Task to carry out =>
Write down the listing again exactly as it appears below, without its pictures.

── Data for processing ──

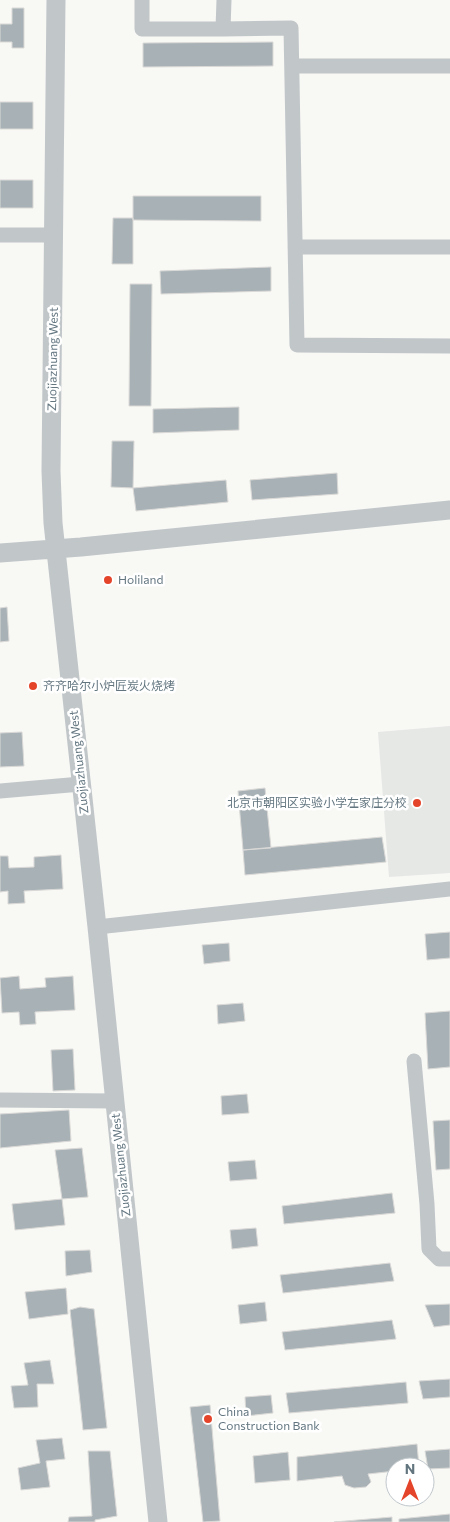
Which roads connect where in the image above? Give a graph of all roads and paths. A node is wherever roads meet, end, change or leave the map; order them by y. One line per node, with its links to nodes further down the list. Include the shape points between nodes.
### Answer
1 (56, 0): 8 (street, Zuojiazhuang West)
2 (142, 0): 4 (street, via 142,29)
3 (224, 0): 4 (street)
4 (224, 29): 5 (street, via 291,28)
5 (292, 66): 6 (street); 9 (street)
6 (450, 66)
7 (0, 235): 8 (street)
8 (54, 235): 13 (street, Zuojiazhuang West, via 51,470)
9 (295, 247): 10 (street); 11 (street, via 297,345)
10 (450, 247)
11 (450, 346)
12 (450, 510): 13 (street)
13 (56, 549): 14 (street); 15 (street, Zuojiazhuang West)
14 (0, 553)
15 (81, 784): 16 (street); 18 (street, Zuojiazhuang West)
16 (0, 791)
17 (450, 888): 18 (street)
18 (97, 927): 21 (street, Zuojiazhuang West)
19 (414, 1061): 22 (street, via 429,1249 439,1259)
20 (0, 1100): 21 (street)
21 (114, 1101): 23 (street, Zuojiazhuang West)
22 (450, 1259)
23 (158, 1522)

───

Solution below =>
Which roads connect where in the image above? Give a graph of all roads and paths. A node is wherever roads meet, end, change or leave the map; order them by y. One line per node, with its links to nodes further down the list. Include the shape points between nodes.
### Answer
1 (56, 0): 8 (street, Zuojiazhuang West)
2 (142, 0): 4 (street, via 142,29)
3 (224, 0): 4 (street)
4 (224, 29): 5 (street, via 291,28)
5 (292, 66): 6 (street); 9 (street)
6 (450, 66)
7 (0, 235): 8 (street)
8 (54, 235): 13 (street, Zuojiazhuang West, via 51,470)
9 (295, 247): 10 (street); 11 (street, via 297,345)
10 (450, 247)
11 (450, 346)
12 (450, 510): 13 (street)
13 (56, 549): 14 (street); 15 (street, Zuojiazhuang West)
14 (0, 553)
15 (81, 784): 16 (street); 18 (street, Zuojiazhuang West)
16 (0, 791)
17 (450, 888): 18 (street)
18 (97, 927): 21 (street, Zuojiazhuang West)
19 (414, 1061): 22 (street, via 429,1249 439,1259)
20 (0, 1100): 21 (street)
21 (114, 1101): 23 (street, Zuojiazhuang West)
22 (450, 1259)
23 (158, 1522)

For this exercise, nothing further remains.